I was talking to Lynda a little earlier and there is no sign Linda will be released anytime soon - she had a sleepless night full of pain. Lynda is picking Mom up and heading out with more supplies, a smiling face and some encouragement. Lynda told Mom that she would drop her at the hospital door as it's so windy here today that Mom could be blown away if she tried walking from the parking lot. If Mom shrinks any smaller, by jeez..... we'll be able to tuck her on a shelf.

Linda is looking at a long recovery period at home..... poor Linda; poor Mom.

Tuesday, January 29, 2008

Special For BJ..........

.....remembering Oscar Peterson......

Turn those speakers on, click HERE and marvel ..... at the genius of the man, the talent, the deft hands. Such a gentleman.

'Goodbye'.

Labels: , , ,

11 Months....

Remarkable..... I was curious to see when this roller coaster ride with Lynda began and so I checked the archives for the relevant post; Feb 24. That was when we sat down to iron some things out and the bottom fell out instead. Between then and when I moved into the townhouse in early July stepson #3 moved out so that he wouldn't be seen as choosing sides. Stepson #2 bought a condo apartment and moved out in May (I think). The day I moved out #3 moved right back in much to Lynda's (and my) chagrin.

Since then we've tried to help a couple of #3's friends; first Al moved into Lynda's back in September and then when another friend was at loose ends Al moved in with me at the new year and Mike took his place at Lynda's.

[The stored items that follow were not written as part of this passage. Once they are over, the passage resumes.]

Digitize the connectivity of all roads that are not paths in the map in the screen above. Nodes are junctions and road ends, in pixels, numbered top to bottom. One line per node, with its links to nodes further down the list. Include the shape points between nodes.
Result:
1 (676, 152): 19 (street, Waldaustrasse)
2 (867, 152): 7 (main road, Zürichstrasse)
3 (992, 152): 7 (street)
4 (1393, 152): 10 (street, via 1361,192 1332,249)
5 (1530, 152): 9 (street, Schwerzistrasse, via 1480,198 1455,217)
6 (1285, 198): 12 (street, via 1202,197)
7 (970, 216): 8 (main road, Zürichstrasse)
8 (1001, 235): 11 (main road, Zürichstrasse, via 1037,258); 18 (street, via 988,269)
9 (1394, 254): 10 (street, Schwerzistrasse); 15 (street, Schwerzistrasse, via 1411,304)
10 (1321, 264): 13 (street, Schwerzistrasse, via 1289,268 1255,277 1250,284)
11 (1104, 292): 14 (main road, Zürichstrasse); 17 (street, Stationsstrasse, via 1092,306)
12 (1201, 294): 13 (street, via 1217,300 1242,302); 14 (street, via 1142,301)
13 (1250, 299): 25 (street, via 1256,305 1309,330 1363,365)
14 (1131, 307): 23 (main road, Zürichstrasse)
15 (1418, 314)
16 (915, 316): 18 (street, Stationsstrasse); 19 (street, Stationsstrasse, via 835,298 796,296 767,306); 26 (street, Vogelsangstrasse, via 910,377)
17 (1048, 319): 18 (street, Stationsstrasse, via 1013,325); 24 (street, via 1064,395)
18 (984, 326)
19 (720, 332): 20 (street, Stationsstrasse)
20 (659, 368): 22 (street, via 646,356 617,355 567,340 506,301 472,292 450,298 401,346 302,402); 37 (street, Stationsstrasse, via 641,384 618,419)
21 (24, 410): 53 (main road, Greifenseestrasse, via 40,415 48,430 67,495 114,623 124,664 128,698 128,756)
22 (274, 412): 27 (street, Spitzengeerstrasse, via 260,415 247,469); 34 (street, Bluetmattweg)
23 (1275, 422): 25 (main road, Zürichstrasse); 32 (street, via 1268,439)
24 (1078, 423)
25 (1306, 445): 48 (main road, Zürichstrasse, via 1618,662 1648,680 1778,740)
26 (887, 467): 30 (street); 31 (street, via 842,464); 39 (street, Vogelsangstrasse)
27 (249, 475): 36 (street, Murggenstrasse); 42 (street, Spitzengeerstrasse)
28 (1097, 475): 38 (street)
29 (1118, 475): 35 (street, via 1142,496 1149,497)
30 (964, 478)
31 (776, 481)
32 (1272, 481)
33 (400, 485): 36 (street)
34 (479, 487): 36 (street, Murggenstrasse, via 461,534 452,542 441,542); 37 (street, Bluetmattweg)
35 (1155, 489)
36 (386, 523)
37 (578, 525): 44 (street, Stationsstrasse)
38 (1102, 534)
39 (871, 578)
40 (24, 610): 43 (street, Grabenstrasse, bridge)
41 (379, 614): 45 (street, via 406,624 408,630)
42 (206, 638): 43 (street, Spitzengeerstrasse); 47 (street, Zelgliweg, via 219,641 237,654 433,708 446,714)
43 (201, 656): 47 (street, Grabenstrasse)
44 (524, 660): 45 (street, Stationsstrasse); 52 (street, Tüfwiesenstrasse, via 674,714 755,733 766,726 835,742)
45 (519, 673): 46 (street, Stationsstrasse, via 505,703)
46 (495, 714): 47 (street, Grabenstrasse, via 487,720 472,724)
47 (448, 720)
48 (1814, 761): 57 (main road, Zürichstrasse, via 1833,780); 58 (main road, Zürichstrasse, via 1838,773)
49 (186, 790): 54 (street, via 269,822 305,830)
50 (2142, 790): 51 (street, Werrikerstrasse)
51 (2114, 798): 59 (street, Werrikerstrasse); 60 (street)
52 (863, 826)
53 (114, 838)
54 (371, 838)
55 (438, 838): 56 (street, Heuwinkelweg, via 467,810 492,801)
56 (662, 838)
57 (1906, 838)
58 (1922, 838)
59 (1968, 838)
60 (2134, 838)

Where is all this explanation going? and why would you care? (....you might be asking.(?) Well... what Lynda and I are trying to do is get them all employed, responsible and independent so that the 3 of them can live here at the townhouse together. That way Lynda and I can live together at the house without anyone being reliant on us.....at long last. We might have a chance if we're left to our own devices for once.

These 3 that I'm talking about aren't kids - they range in age between 30 and 45......and it's about time they started looking after themselves.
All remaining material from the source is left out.